Excerpted data START

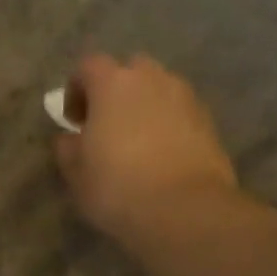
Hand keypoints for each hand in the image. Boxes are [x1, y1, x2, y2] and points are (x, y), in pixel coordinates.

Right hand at [55, 54, 239, 249]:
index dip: (76, 89)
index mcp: (112, 84)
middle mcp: (151, 79)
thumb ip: (68, 148)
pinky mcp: (208, 121)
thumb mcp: (77, 174)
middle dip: (115, 92)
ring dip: (144, 107)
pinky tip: (161, 156)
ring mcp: (185, 97)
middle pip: (129, 71)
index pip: (88, 67)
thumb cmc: (118, 187)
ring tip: (136, 141)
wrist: (184, 209)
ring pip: (159, 90)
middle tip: (106, 125)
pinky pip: (180, 112)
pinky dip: (168, 124)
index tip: (73, 120)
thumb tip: (70, 138)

Excerpted data END

## Your objective:
All entries are to be retyped exactly. Omit any embedded images.

## Reply to the task:
Hand keypoints for each hand in the image. Boxes are [x1, y1, x2, y2] and points are (x, y), in pixel coordinates.

Right hand at [55, 54, 239, 249]:
index dip: (76, 89)
index mcp: (112, 84)
middle mcp: (151, 79)
thumb ip: (68, 148)
pinky mcp: (208, 121)
thumb mcp: (77, 174)
middle dip: (115, 92)
ring dip: (144, 107)
pinky tip: (161, 156)
ring mcp: (185, 97)
middle pip: (129, 71)
index pip: (88, 67)
thumb cmc: (118, 187)
ring tip: (136, 141)
wrist: (184, 209)
ring pip: (159, 90)
middle tip: (106, 125)
pinky pip: (180, 112)
pinky dip: (168, 124)
index tip: (73, 120)
thumb tip: (70, 138)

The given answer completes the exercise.